→ Work to complete
Transcribe the records below exactly as they appear, omitting any pictures.

========================================

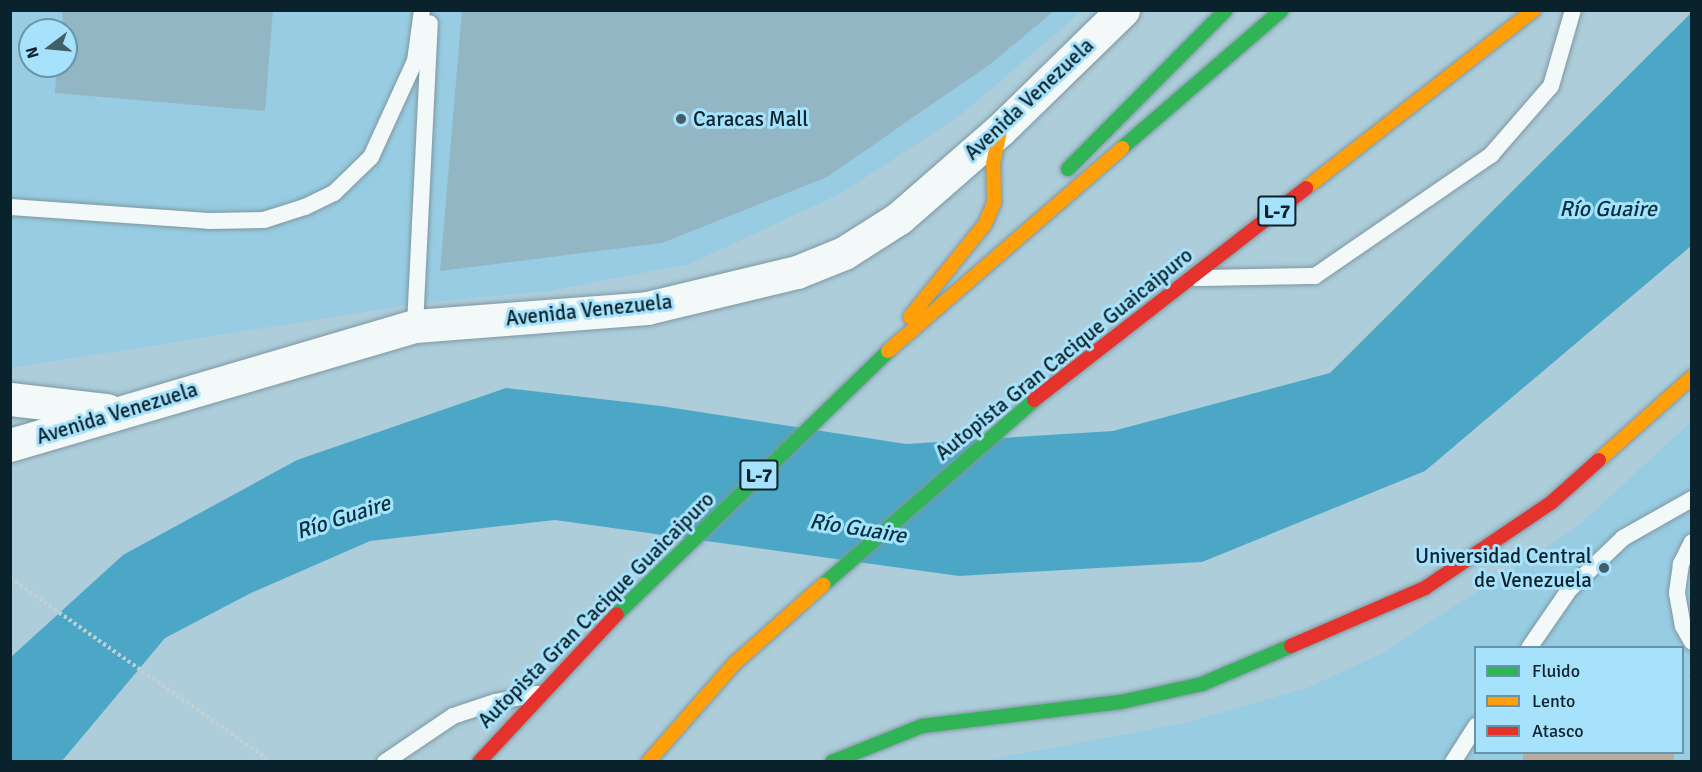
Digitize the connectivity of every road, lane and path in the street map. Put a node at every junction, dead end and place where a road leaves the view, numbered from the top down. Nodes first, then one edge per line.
1 (422, 10) edge
2 (430, 10) edge
3 (1123, 10) edge
4 (1226, 10) edge
5 (1282, 10) edge
6 (1534, 10) edge
7 (1573, 10) edge
8 (1000, 130) junction
9 (1060, 178) dead end
10 (1035, 203) dead end
11 (10, 207) edge
12 (1190, 278) junction
13 (415, 327) junction
14 (882, 357) junction
15 (1692, 377) edge
16 (10, 399) edge
17 (115, 411) junction
18 (10, 445) edge
19 (1692, 499) edge
20 (1692, 542) edge
21 (10, 578) edge
22 (1692, 642) edge
23 (1530, 646) edge
24 (1692, 664) edge
25 (538, 694) junction
26 (1692, 700) edge
27 (1474, 729) edge
28 (272, 762) edge
29 (385, 762) edge
30 (479, 762) edge
31 (648, 762) edge
32 (832, 762) edge
33 (1453, 762) edge

1 - 11 lane
2 - 13 lane
3 - 8 street, Avenida Venezuela
4 - 9 main road
5 - 14 main road, Autopista Gran Cacique Guaicaipuro / L-7
6 - 12 main road, Autopista Gran Cacique Guaicaipuro / L-7
7 - 12 lane
8 - 13 street, Avenida Venezuela
8 - 14 main road
10 - 14 main road
12 - 31 main road, Autopista Gran Cacique Guaicaipuro / L-7
13 - 17 street, Avenida Venezuela
14 - 25 main road, Autopista Gran Cacique Guaicaipuro / L-7
15 - 32 main road
16 - 17 street
17 - 18 street, Avenida Venezuela
19 - 23 lane
20 - 22 lane
21 - 28 path
24 - 26 path
25 - 29 lane
25 - 30 main road, Autopista Gran Cacique Guaicaipuro / L-7
27 - 33 lane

========================================

→ Response area
Digitize the connectivity of every road, lane and path in the street map. Put a node at every junction, dead end and place where a road leaves the view, numbered from the top down. Nodes first, then one edge per line.
1 (422, 10) edge
2 (430, 10) edge
3 (1123, 10) edge
4 (1226, 10) edge
5 (1282, 10) edge
6 (1534, 10) edge
7 (1573, 10) edge
8 (1000, 130) junction
9 (1060, 178) dead end
10 (1035, 203) dead end
11 (10, 207) edge
12 (1190, 278) junction
13 (415, 327) junction
14 (882, 357) junction
15 (1692, 377) edge
16 (10, 399) edge
17 (115, 411) junction
18 (10, 445) edge
19 (1692, 499) edge
20 (1692, 542) edge
21 (10, 578) edge
22 (1692, 642) edge
23 (1530, 646) edge
24 (1692, 664) edge
25 (538, 694) junction
26 (1692, 700) edge
27 (1474, 729) edge
28 (272, 762) edge
29 (385, 762) edge
30 (479, 762) edge
31 (648, 762) edge
32 (832, 762) edge
33 (1453, 762) edge

1 - 11 lane
2 - 13 lane
3 - 8 street, Avenida Venezuela
4 - 9 main road
5 - 14 main road, Autopista Gran Cacique Guaicaipuro / L-7
6 - 12 main road, Autopista Gran Cacique Guaicaipuro / L-7
7 - 12 lane
8 - 13 street, Avenida Venezuela
8 - 14 main road
10 - 14 main road
12 - 31 main road, Autopista Gran Cacique Guaicaipuro / L-7
13 - 17 street, Avenida Venezuela
14 - 25 main road, Autopista Gran Cacique Guaicaipuro / L-7
15 - 32 main road
16 - 17 street
17 - 18 street, Avenida Venezuela
19 - 23 lane
20 - 22 lane
21 - 28 path
24 - 26 path
25 - 29 lane
25 - 30 main road, Autopista Gran Cacique Guaicaipuro / L-7
27 - 33 lane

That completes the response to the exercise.